The appeal of a man who was convicted of killing his common-law wife in South Surrey 7½ years ago has been dismissed.
B.C. Court of Appeal Chief Justice Lance Finch and Justices David Frankel and Anne MacKenzie released their decision regarding Bradley Benham’s application this morning (June 13) in Vancouver – just six weeks after the appeal was heard.
Benham is serving a life sentence with no eligibility for parole for 12 years. He was convicted of second-degree murder in November 2008, three years after 35-year-old Lisa Cubin was found dead on her living room floor the morning after a birthday party for the couple’s three-year-old daughter.
When police arrived at the murder scene, the toddler was in a nearby room watching a video with Benham, the court heard.
Autopsy confirmed Cubin had been strangled.
Convicted on circumstantial evidence, Benham appealed the verdict claiming the trial judge had erred on four points – by allowing into evidence statements Cubin made to people regarding the nature of their relationship; by admitting his own statement to a probation officer into evidence; in finding that Benham was the person seen leaving the house on the morning in question; and in relying on evidence that he looked angry at that time.
In written reasons for judgment, Frankel notes Benham needed to succeed on all four points to obtain a new trial.
“In light of the position taken by Mr. Benham on the evidentiary points, I need only deal with the one pertaining to the admissibility of his statement to the probation officer,” Frankel writes.
Benham had argued there was reasonable doubt that his statement regarding the incident was voluntary, as the probation officer was a person in authority.
Frankel said he found “no basis on which to interfere with the trial judge’s finding that Mr. Benham’s statement was voluntary.”
Benham also alleged he had been ineffectively represented at trial.
During the appeal hearing, held over two days in April, defence counsel Richard Fowler submitted mistakes had been made by Benham’s trial lawyer, including a decision not to call Benham or his father as a witness.
There is “more than a possibility that a miscarriage of justice occurred,” Fowler said.
Crown Mary Ainslie argued that Benham was “well-defended,” and that the standard set in finding incompetence had not been met.
The justices concurred they would “not give effect to the claim of ineffective representation.”
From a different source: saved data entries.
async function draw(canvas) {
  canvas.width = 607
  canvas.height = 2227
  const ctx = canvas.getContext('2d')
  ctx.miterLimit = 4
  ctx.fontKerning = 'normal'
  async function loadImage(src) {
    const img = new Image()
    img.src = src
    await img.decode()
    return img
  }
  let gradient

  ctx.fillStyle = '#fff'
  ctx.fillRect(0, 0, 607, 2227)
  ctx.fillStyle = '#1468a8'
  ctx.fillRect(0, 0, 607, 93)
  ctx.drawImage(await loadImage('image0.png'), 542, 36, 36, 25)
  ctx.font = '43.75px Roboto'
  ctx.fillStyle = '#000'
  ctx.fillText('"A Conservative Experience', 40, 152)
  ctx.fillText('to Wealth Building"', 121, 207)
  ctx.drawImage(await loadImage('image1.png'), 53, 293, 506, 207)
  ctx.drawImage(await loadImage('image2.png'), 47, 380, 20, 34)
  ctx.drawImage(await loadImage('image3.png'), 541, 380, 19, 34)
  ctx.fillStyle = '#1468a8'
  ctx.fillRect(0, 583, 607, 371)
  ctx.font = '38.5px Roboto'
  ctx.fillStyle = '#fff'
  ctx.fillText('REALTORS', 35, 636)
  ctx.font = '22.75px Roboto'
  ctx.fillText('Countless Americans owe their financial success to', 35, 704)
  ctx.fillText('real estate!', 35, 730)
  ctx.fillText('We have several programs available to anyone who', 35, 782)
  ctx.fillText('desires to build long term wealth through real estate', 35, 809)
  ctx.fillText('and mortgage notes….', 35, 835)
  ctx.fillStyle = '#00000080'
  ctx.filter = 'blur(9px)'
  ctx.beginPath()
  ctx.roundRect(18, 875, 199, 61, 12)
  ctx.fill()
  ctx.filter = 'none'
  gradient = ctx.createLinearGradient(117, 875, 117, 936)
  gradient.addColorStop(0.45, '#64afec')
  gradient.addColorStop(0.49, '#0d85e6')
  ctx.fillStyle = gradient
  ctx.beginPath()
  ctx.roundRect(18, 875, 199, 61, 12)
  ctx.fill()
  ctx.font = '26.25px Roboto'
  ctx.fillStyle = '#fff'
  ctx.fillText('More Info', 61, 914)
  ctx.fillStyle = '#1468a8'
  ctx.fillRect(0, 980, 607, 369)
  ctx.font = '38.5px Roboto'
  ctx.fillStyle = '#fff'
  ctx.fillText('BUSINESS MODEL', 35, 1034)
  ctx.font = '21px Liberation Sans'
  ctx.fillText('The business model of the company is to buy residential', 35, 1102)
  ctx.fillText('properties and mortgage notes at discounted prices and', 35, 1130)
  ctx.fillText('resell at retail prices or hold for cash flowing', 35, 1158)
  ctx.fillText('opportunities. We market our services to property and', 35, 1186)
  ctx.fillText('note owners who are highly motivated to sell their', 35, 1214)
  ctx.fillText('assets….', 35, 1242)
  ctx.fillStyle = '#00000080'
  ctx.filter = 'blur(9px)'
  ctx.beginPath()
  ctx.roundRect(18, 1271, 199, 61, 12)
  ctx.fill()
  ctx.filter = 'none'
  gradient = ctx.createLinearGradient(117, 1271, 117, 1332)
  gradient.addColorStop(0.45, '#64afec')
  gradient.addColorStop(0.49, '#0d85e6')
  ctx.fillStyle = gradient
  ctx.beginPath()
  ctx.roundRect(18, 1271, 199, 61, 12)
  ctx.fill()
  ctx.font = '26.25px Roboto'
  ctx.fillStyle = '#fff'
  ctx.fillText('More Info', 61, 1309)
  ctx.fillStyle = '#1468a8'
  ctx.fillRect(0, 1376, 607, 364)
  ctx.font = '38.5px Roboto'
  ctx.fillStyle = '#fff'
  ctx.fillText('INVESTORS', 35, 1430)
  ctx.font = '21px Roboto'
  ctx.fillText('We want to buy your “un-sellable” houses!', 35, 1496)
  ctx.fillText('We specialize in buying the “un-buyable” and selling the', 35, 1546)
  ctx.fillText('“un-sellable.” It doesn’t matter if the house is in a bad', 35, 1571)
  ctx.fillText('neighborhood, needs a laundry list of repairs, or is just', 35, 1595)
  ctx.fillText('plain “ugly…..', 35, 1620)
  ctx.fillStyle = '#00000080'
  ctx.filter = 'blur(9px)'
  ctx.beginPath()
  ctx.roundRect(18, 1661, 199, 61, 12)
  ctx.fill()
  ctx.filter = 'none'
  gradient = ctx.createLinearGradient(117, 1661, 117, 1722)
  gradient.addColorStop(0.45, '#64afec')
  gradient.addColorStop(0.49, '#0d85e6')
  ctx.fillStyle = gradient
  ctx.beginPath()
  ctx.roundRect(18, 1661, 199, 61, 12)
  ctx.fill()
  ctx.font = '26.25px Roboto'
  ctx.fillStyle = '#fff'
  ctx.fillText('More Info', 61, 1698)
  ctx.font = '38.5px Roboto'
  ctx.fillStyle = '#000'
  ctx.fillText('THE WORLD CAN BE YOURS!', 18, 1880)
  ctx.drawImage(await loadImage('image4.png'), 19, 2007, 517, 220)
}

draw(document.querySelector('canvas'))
“The first difficulty with Mr. Benham’s position is that he has failed to establish, on a balance of probabilities, that his decision not to testify was influenced by (his trial lawyer),” Frankel writes.
Benham did not challenge statements by his lawyer and his lawyer’s assistant that contradicted Benham’s claims, nor did Benham’s own affidavit disclose what evidence he would have provided that might have affected the verdict, he adds.
“…it is significant, and in my view telling, that Mr. Benham has not stated directly what occurred on the night of November 11th and the morning of November 12th,” Frankel writes.
“In the end, there is nothing to support Mr. Benham’s contention that he was prejudiced by the fact that he was not called to give evidence in his own defence.”
The justices also did not agree that a failure to call Benham’s father as a witness deprived Benham of evidence that had the potential to raise a reasonable doubt.